[Record extracts — start]

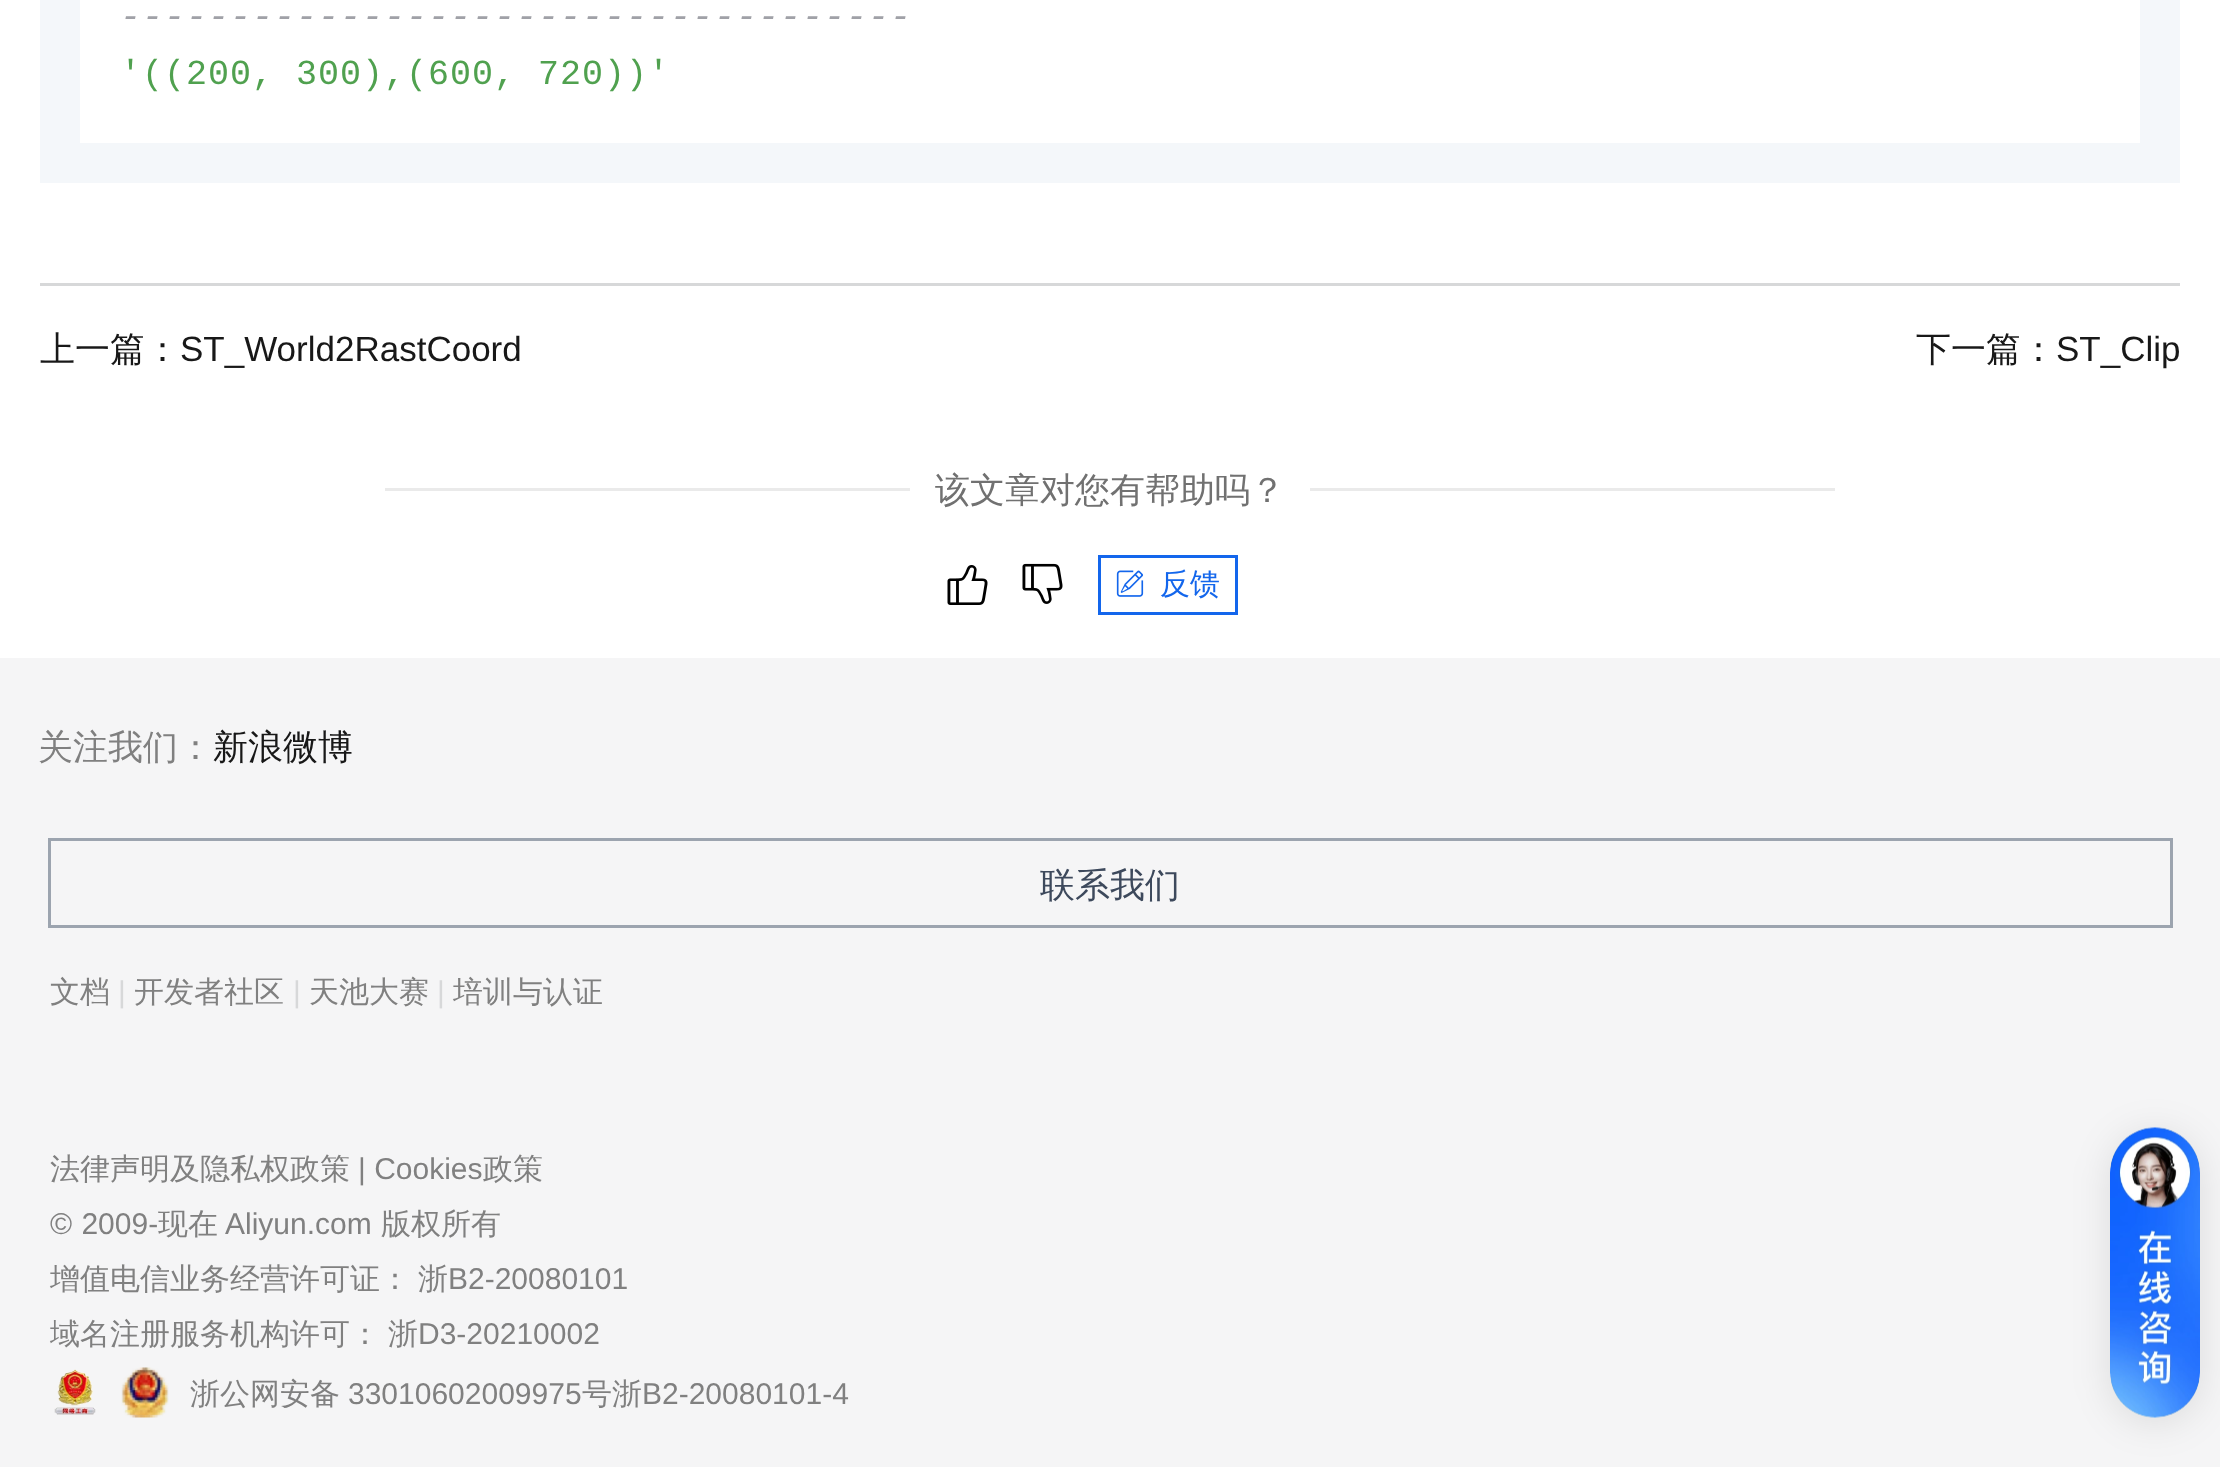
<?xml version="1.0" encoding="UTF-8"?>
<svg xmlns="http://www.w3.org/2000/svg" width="2220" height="1467">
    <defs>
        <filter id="blur1" x="-50%" y="-200%" width="200%" height="500%"><feGaussianBlur stdDeviation="19"/></filter>
    </defs>
    <rect width="100%" height="100%" fill="#FFFFFF"/>
    <rect x="40" y="0" width="2140" height="183" fill="#F4F7FA"/>
    <rect x="80" y="0" width="2060" height="143" fill="#FFFFFF"/>
    <text x="120" y="27" font-family="Liberation Mono" font-size="35" font-style="italic" letter-spacing="1" fill="#A0A1A7">------------------------------------</text>
    <text x="120" y="84" font-family="Liberation Mono" font-size="35" letter-spacing="1" fill="#50A14F">'((200, 300),(600, 720))'</text>
    <rect x="40" y="283" width="2140" height="3" fill="#D7D8D9"/>
    <text x="40" y="361" font-family="WenQuanYi Zen Hei" font-size="35" font-weight="500" fill="#181818">上一篇：</text>
    <text x="180" y="361" font-family="Liberation Sans" font-size="35" fill="#181818">ST_World2RastCoord</text>
    <text x="1916" y="361" font-family="WenQuanYi Zen Hei" font-size="35" font-weight="500" fill="#181818">下一篇：</text>
    <text x="2056" y="361" font-family="Liberation Sans" font-size="35" fill="#181818">ST_Clip</text>
    <rect x="385" y="488" width="525" height="3" fill="#EAEAEA"/>
    <text x="935" y="502" font-family="WenQuanYi Zen Hei" font-size="35" font-weight="500" fill="#717171">该文章对您有帮助吗？</text>
    <rect x="1310" y="488" width="525" height="3" fill="#EAEAEA"/>
    <image x="947" y="565" width="41" height="40" href="img_01.png"/>
    <image x="1022" y="563" width="41" height="41" href="img_02.png"/>
    <rect x="1099.5" y="556.5" width="137" height="57" fill="none" stroke="#1366EC" stroke-width="3"/>
    <image x="1116" y="570" width="28" height="27" href="img_03.png"/>
    <text x="1160" y="594" font-family="WenQuanYi Zen Hei" font-size="30" font-weight="500" fill="#1366EC">反馈</text>
    <rect x="0" y="658" width="2220" height="809" fill="#F5F5F6"/>
    <text x="38" y="759" font-family="WenQuanYi Zen Hei" font-size="35" font-weight="500" fill="#808080">关注我们：</text>
    <text x="213" y="759" font-family="WenQuanYi Zen Hei" font-size="35" font-weight="500" fill="#181818">新浪微博</text>
    <rect x="49.5" y="839.5" width="2122" height="87" fill="none" stroke="#9CA4AF" stroke-width="3"/>
    <text x="1040" y="897" font-family="WenQuanYi Zen Hei" font-size="35" font-weight="500" fill="#3D495C">联系我们</text>
    <text x="50" y="1002" font-family="WenQuanYi Zen Hei" font-size="30" font-weight="500" fill="#808080">文档</text>
    <text x="118" y="1002" font-family="Liberation Sans" font-size="30" fill="#D7D8D9">|</text>
    <text x="134" y="1002" font-family="WenQuanYi Zen Hei" font-size="30" font-weight="500" fill="#808080">开发者社区</text>
    <text x="293" y="1002" font-family="Liberation Sans" font-size="30" fill="#D7D8D9">|</text>
    <text x="309" y="1002" font-family="WenQuanYi Zen Hei" font-size="30" font-weight="500" fill="#808080">天池大赛</text>
    <text x="437" y="1002" font-family="Liberation Sans" font-size="30" fill="#D7D8D9">|</text>
    <text x="453" y="1002" font-family="WenQuanYi Zen Hei" font-size="30" font-weight="500" fill="#808080">培训与认证</text>
    <text x="50" y="1179" font-family="WenQuanYi Zen Hei" font-size="30" font-weight="500" fill="#808080">法律声明及隐私权政策</text>
    <text x="358" y="1179" font-family="Liberation Sans" font-size="30" fill="#808080">| Cookies</text>
    <text x="483" y="1179" font-family="WenQuanYi Zen Hei" font-size="30" font-weight="500" fill="#808080">政策</text>
    <text x="50" y="1234" word-spacing="1" font-family="Liberation Sans" font-size="30" fill="#808080">© 2009-</text>
    <text x="158" y="1234" font-family="WenQuanYi Zen Hei" font-size="30" font-weight="500" fill="#808080">现在</text>
    <text x="225" y="1234" font-family="Liberation Sans" font-size="30" fill="#808080">Aliyun.com</text>
    <text x="381" y="1234" font-family="WenQuanYi Zen Hei" font-size="30" font-weight="500" fill="#808080">版权所有</text>
    <text x="50" y="1289" font-family="WenQuanYi Zen Hei" font-size="30" font-weight="500" fill="#808080">增值电信业务经营许可证：</text>
    <text x="418" y="1289" font-family="WenQuanYi Zen Hei" font-size="30" font-weight="500" fill="#808080">浙</text>
    <text x="448" y="1289" font-family="Liberation Sans" font-size="30" fill="#808080">B2-20080101</text>
    <text x="50" y="1344" font-family="WenQuanYi Zen Hei" font-size="30" font-weight="500" fill="#808080">域名注册服务机构许可：</text>
    <text x="388" y="1344" font-family="WenQuanYi Zen Hei" font-size="30" font-weight="500" fill="#808080">浙</text>
    <text x="418" y="1344" font-family="Liberation Sans" font-size="30" fill="#808080">D3-20210002</text>
    <image x="54" y="1369" width="42" height="46" href="img_04.png"/>
    <image x="121" y="1367" width="48" height="51" href="img_05.png"/>
    <text x="190" y="1404" font-family="WenQuanYi Zen Hei" font-size="30" font-weight="500" fill="#808080">浙公网安备</text>
    <text x="348" y="1404" font-family="Liberation Sans" font-size="30" fill="#808080">33010602009975</text>
    <text x="582" y="1404" font-family="WenQuanYi Zen Hei" font-size="30" font-weight="500" fill="#808080">号浙</text>
    <text x="642" y="1404" font-family="Liberation Sans" font-size="30" fill="#808080">B2-20080101-4</text>
    <rect x="2110" y="1133" width="90" height="290" rx="45" fill="#000000" fill-opacity="0.1" filter="url(#blur1)"/>
    <image x="2110" y="1127" width="90" height="291" href="img_06.png"/>
</svg>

[Record extracts — finish]

Task:
For this exercise, return every line from the data that holds the string "image".

Output for this exercise:
    <image x="947" y="565" width="41" height="40" href="img_01.png"/>
    <image x="1022" y="563" width="41" height="41" href="img_02.png"/>
    <image x="1116" y="570" width="28" height="27" href="img_03.png"/>
    <image x="54" y="1369" width="42" height="46" href="img_04.png"/>
    <image x="121" y="1367" width="48" height="51" href="img_05.png"/>
    <image x="2110" y="1127" width="90" height="291" href="img_06.png"/>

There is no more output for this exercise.